Savvy is feeling better! She was sick for two and a half days, and just quietly laid in my arms for much of the time. Aside from how sad it is to see a one-year-old lay still for longer than one minute, she was so feverish that she made me sweat, not to mention sweated enough to make her beautiful little curls become almost a legend unto themselves. She has these teeny tiny ones at the nape of her neck that almost make me cry, they're so cute. Anyway, she is done with vomiting, mostly done with extraordinary diaper unpleasantness, and mostly back to her normal self, aside from still having a massively hard time with teething. However, due to about eight hours a day of me holding her, and ten times of me picking her up in the night, she (of course) expects me to keep doing that. And the little quick study has figured out that if she cries as if she's in pain, I will come to her very fast. (Then once she's in my arms she stops crying immediately, smiles and says, "Hi.") Clever little doll!
Due to an amazingly motivated and patient husband, we have gotten a lot of packing done. Since Savanna was in such great need of (ONLY MY) holding, Phill got a whole lot done before I was able to lay my sweaty baby in her crib and help him out. We have the bookshelves, books, lots of clothes, dishes, three closets, and most of the kitchen packed in boxes and waiting out in the garage for fast and easy loading. (Sisters in the ward, report that to your moving-weary husbands in elders' quorum. We have them in mind. We are doing our best to make things easier in the hopes that they will not mind coming!)

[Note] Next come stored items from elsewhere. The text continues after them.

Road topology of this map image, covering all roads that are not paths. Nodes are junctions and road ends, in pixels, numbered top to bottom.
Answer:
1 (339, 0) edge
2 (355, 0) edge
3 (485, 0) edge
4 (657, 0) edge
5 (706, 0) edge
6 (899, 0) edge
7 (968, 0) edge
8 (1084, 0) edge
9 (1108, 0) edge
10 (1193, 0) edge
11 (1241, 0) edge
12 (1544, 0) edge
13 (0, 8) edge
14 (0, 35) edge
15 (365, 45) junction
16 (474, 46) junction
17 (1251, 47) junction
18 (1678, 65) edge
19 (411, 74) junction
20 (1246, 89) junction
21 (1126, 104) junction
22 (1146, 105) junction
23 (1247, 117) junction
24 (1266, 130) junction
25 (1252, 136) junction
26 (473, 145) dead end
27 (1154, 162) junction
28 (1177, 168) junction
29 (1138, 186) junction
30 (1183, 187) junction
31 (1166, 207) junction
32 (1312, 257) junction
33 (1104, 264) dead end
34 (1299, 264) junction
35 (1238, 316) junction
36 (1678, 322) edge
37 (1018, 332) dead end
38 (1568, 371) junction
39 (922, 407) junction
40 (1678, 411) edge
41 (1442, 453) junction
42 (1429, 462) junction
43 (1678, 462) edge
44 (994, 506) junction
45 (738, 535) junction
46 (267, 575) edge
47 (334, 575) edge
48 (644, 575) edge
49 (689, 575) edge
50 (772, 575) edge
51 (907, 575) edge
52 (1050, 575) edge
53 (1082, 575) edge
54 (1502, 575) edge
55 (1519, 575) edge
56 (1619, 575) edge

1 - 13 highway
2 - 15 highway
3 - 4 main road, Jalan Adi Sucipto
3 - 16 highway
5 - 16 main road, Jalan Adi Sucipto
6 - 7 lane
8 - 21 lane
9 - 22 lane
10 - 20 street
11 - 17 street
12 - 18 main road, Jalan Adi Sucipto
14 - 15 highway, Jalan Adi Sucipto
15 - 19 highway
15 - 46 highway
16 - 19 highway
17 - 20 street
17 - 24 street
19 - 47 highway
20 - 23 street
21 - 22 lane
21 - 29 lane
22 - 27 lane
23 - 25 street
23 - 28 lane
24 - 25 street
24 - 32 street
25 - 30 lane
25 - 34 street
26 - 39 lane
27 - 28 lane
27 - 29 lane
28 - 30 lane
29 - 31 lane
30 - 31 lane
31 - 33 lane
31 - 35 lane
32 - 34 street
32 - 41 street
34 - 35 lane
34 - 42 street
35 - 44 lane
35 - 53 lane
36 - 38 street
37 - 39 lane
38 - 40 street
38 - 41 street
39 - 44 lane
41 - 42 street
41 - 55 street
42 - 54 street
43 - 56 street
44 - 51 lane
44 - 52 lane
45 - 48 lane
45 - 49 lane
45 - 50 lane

Because of the packing, I have been able to sort through my clothes and get rid of the ones I haven't worn (or will not wear) for a long time. It was fun and relieving to get rid of four Wal-Mart bags stuffed to the brim with things I will not wear again. But it was really sad to look in the closet afterwards and see absolute evidence that I just rotate eight or nine shirts throughout a two-week period. It was easy to trick myself when the closet was full of even the non-wearable clothes. Come to think of it....that rotatable supply may be more like six shirts, depending on how picky I'm being about the way the clothes look on me. Sometimes four, when I'm being ridiculously self-conscious.
The clothes I got rid of, mind you, are not just "Oh, I don't like this anymore." Most of them fit in one of the following categories: this will not fit me again, this is stretched out from pregnancy, this has shrunk, this has been faded since the third time I washed it three years ago, this one truly does not flatter me and I don't know why I ever thought it did.....that sort of thing. (By the way, has anyone else fluctuated between FOUR sizes due to pregnancy, nursing, and other fluctuations of a woman's hormone levels?!)
I love clothes shopping, and I love to say that I need to. But I feel selfish when I go spend more than $10.00 on myself, so it's kind of an outing that I have to build up to, talk about with Phill, plan extensively for, and realize the extreme need for before I feel justified. (Yes, I know that's silly. The logical part of my brain is yelling that to me right now. It's just not yelling loud enough to out-shout the illogical part at the moment.) I know it's not bad to treat myself once in a while, and that there are legitimate shopping needs here. But I still clean the whole house before I go and have an extensive dinner and dessert planned, along with some good bonding time with the kids and Phill, before I go pay such close attention to myself. (And yet, I'm still finding that I have to conquer some various habit of selfishness every day. I frequently overwhelm myself with all there is to improve. One thing at a time, Self. One thing at a time!!)